When you think of "Herbal Essences", you may recall the popular 1972 Herbal Essence Shampoo. Herbs may harvest a lustrious growth of hair, yet they offer so much more!
"Herbalism is an alternate medicine consisting of plants (you can grow in your garden), trees, bark, leaves, bushes, flowers, stems, roots, nuts and seeds," educates Jennifer Poutruff, Homeopathic Physician and Clinical Herbalist. "Herbology stimulates the body to heal itself. Using a remedy to strengthen the body allows your body to naturally work on its own, without the use of synthetic chemicals."
Predating human existance, these organic properties cured ailments throughout history. "Herbal essences started by people observing animals in the area; checking to see what plants they used for different issues. They created a collection of herbs for various ailments. This lead to the Doctrine of Signatures; the plant helping the associated body part. For example, Lungwart and Mullein (see Verbascum sinuatum below) represent the lungs; Wormwood (the leaves look like little worms) dispells worms."
"Marigold can be used for skin issues and stomach ulcers; typically for healing wounds. For a cut I make an ointment or compress. A quarter teaspoon of Bee Pollen, high in vitamins and minerals, can be taken daily. Chamomile smells nice and is great for the stomach. Lavender is soothing and can be taken as a tea to calm nerves."
"If someone is allergic to ragweed," warns Jennifer, "They'll have a reaction to chamomile or echinacea; being from the ragweed family. If on medication, an herb may interact negatively. This is why you need a qualified Herbalist."
"Herbalists work holistically," explains Jennifer. "We're not just going to deal with symptoms. Looking at the whole individual, we strengthen the body so it may heal itself. Western Herbalists; we tend to use herbs we have access to on a daily basis; anything you can grow here; lemon balm, rosemary, peppermint, dandelion, echinacea (see Echinacea purpurea 'Maxima' below).

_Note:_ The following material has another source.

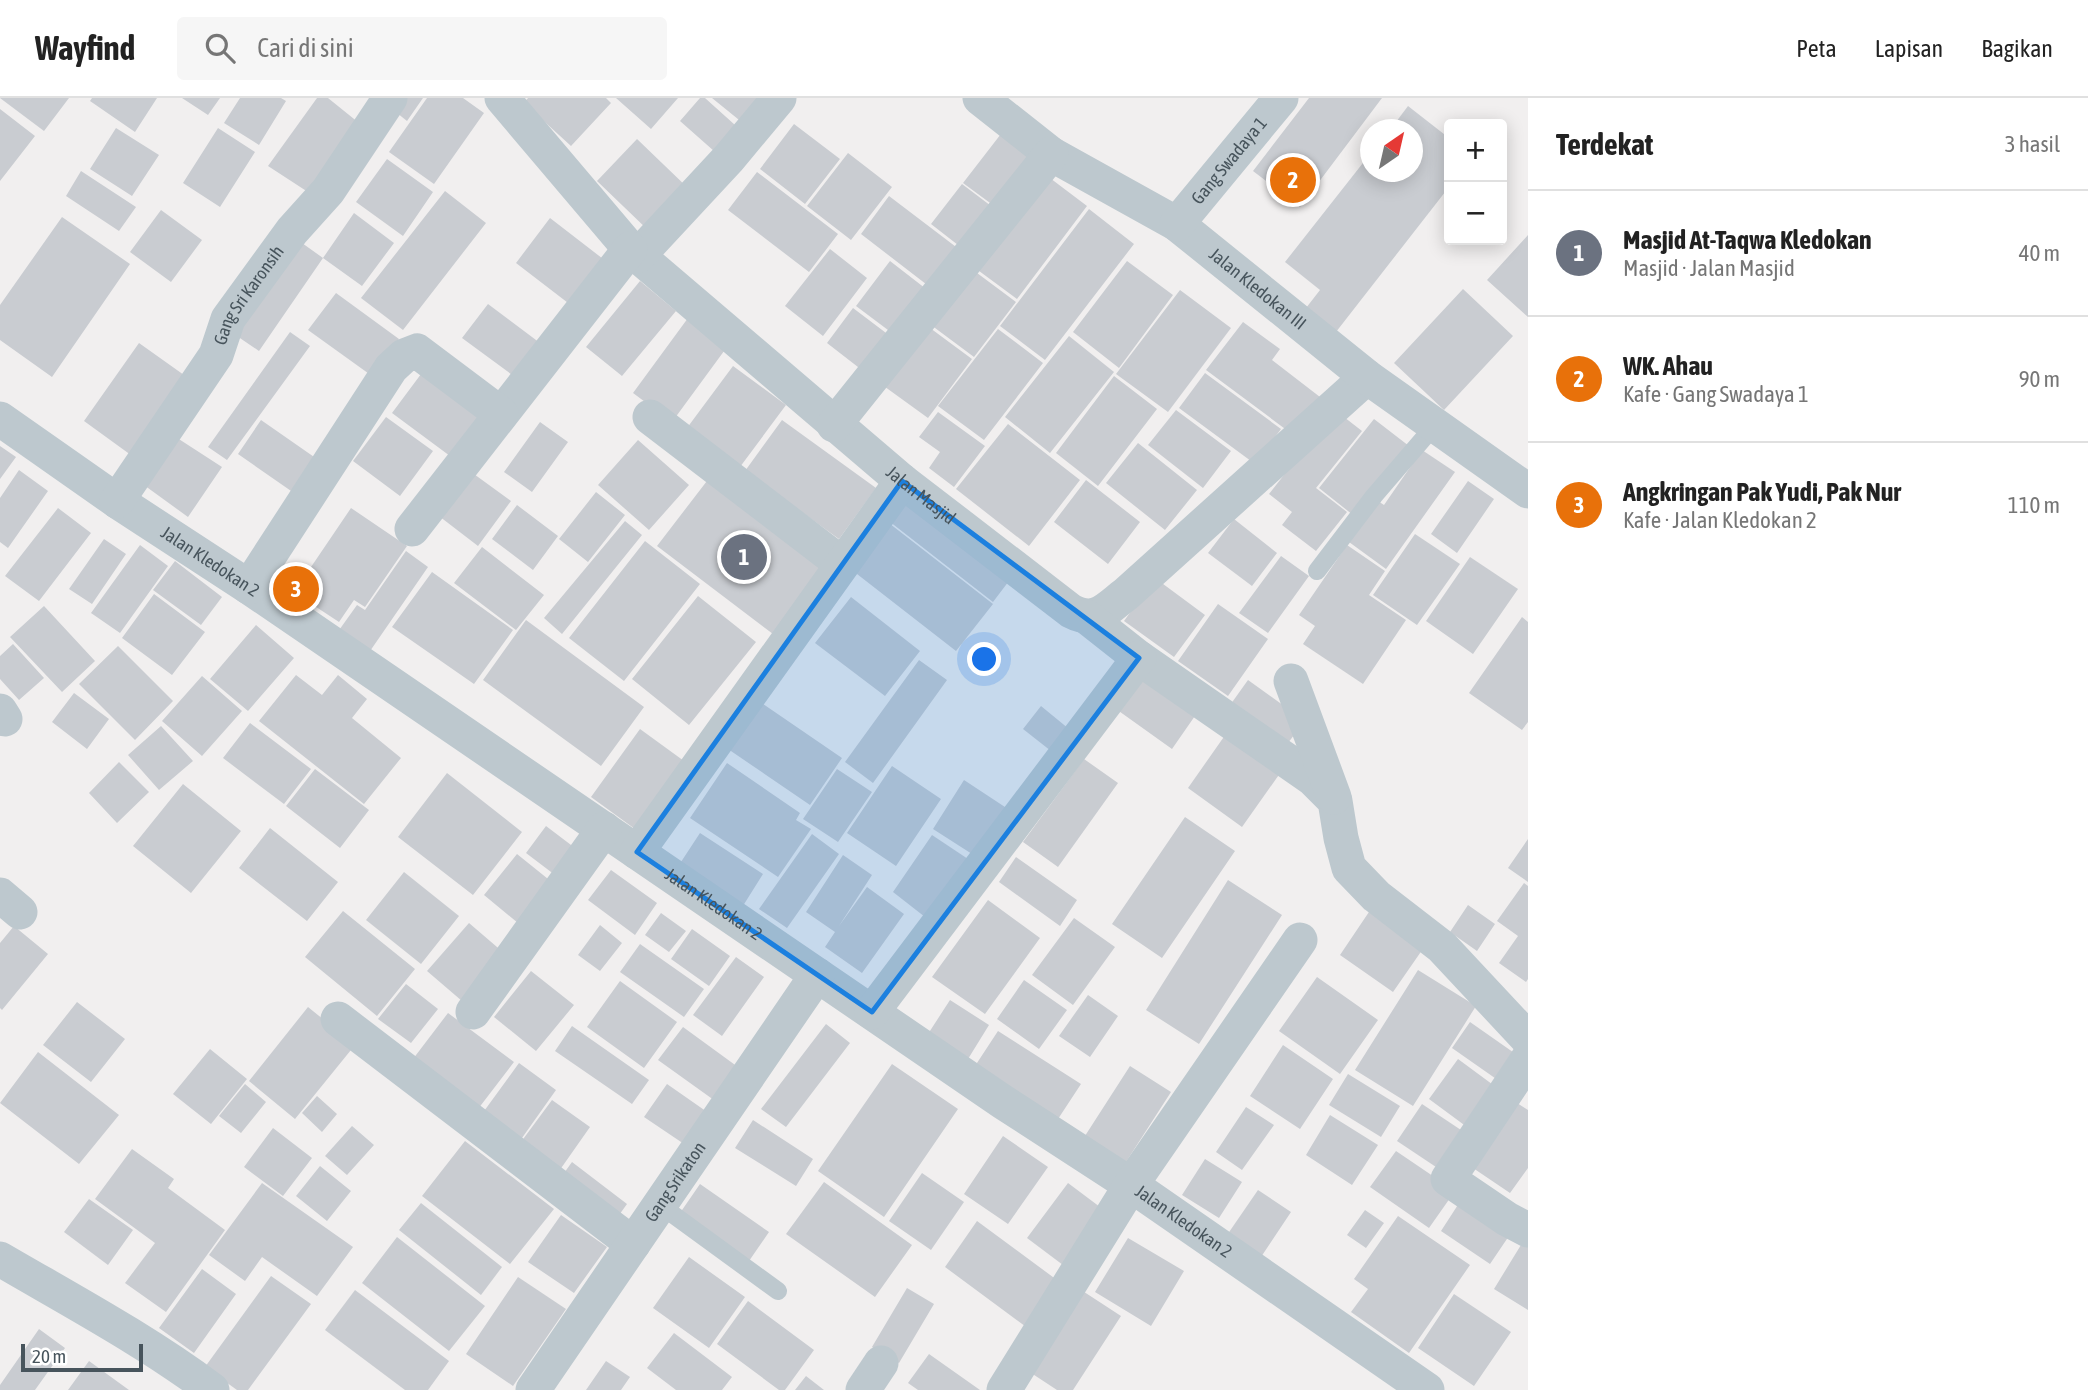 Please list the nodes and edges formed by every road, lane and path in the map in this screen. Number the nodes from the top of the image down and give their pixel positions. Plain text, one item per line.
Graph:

"Years spent checking to see what herbs work well with particular systems and aiments, Herbalists go with what we've learnt through training. We also use intuition. When forming a "blend" for someone, I'll go with my gut feeling as to what I want to use; cross-referencing to ensure it doesn't interact with any medication. Chinese Herbalists also use different herbs that accompany various body systems and ailments. In addtion, they incorporate Ying and Yang, hot and cold, dry and wet; using the herbs to balance those systems. It's a different philosophy."

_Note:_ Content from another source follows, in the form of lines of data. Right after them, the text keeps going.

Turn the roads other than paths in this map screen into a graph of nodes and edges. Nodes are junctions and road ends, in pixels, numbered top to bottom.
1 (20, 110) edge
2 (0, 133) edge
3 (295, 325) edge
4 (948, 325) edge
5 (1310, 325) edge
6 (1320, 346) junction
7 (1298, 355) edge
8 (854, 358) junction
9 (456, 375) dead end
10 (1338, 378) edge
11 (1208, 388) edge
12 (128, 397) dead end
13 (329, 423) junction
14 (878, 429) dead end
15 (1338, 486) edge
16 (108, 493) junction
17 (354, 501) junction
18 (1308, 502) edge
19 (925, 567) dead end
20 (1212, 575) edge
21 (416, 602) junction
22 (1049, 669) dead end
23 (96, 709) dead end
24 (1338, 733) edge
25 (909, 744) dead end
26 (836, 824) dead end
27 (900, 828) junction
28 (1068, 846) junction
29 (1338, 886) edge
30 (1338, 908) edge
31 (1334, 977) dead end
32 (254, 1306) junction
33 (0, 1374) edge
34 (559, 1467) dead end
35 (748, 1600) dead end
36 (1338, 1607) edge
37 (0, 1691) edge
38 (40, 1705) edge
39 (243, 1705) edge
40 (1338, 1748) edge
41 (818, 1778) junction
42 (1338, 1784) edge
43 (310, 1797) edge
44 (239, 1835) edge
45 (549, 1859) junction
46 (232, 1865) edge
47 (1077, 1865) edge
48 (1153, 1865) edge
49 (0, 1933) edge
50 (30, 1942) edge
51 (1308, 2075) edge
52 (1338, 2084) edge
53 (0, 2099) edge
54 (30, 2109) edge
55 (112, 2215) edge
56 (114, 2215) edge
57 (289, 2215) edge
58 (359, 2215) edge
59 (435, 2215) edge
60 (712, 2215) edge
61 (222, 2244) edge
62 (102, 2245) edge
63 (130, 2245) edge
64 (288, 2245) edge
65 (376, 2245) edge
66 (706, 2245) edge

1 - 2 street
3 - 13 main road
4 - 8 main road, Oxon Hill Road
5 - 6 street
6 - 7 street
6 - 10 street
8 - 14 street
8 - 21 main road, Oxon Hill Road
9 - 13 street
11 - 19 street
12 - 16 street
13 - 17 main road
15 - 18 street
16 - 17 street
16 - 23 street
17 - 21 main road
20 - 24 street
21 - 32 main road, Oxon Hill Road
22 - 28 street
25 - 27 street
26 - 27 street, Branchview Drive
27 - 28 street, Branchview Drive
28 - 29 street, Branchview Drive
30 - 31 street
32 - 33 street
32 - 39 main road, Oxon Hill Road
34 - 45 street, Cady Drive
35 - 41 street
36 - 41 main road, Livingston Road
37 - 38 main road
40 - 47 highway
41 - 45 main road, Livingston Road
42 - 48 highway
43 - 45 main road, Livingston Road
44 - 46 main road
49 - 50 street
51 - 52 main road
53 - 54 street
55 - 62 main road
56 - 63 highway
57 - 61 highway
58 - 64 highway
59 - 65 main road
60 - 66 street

Not all herb types are created equal. "You want to make sure you're getting your herbs from a reputable supplier," Jenn tells us. "If they're wildcrafting, the herbs aren't grown organically. You want to ensure the supplier gives back what they take from the earth. For safety, note where they're coming from. Are there really good regulations in place?" In regards to Green Tea, Jennifer agrees it's known for weight loss and speeding up the metabolism, yet concedes if acquired from the wrong location, it could leave a really bad taste in your mouth.
"It depends on the formula. Using Valerian; a very strong taste and horrible smell, we'll flavour the tea with something, counteracting that taste. Choosing flavourful herbs you want in your formula, like peppermint and lemon balm, ultimately changes the taste. Flavouring a syrup I'll add vanilla, lemon or orange extract to give it a better taste."
"Individualizing formulas is necessary," shares Jennifer. "Everybody is different. If someone is pregnant, there are certain herbs they need to refrain from. Raspberry leaves can be taken prior to and throughout pregnancy. Blue cohosh and black cohosh can be taken 4 weeks before due date; preparing the body. Do not take sooner as it can induce labour. For thyroid issues, you want to stay away from herbs which stimulate the thyroid; adding to the effects of the person's meds. Ensuring you have a qualified herbalist to work with, you can determine which formula is best for you."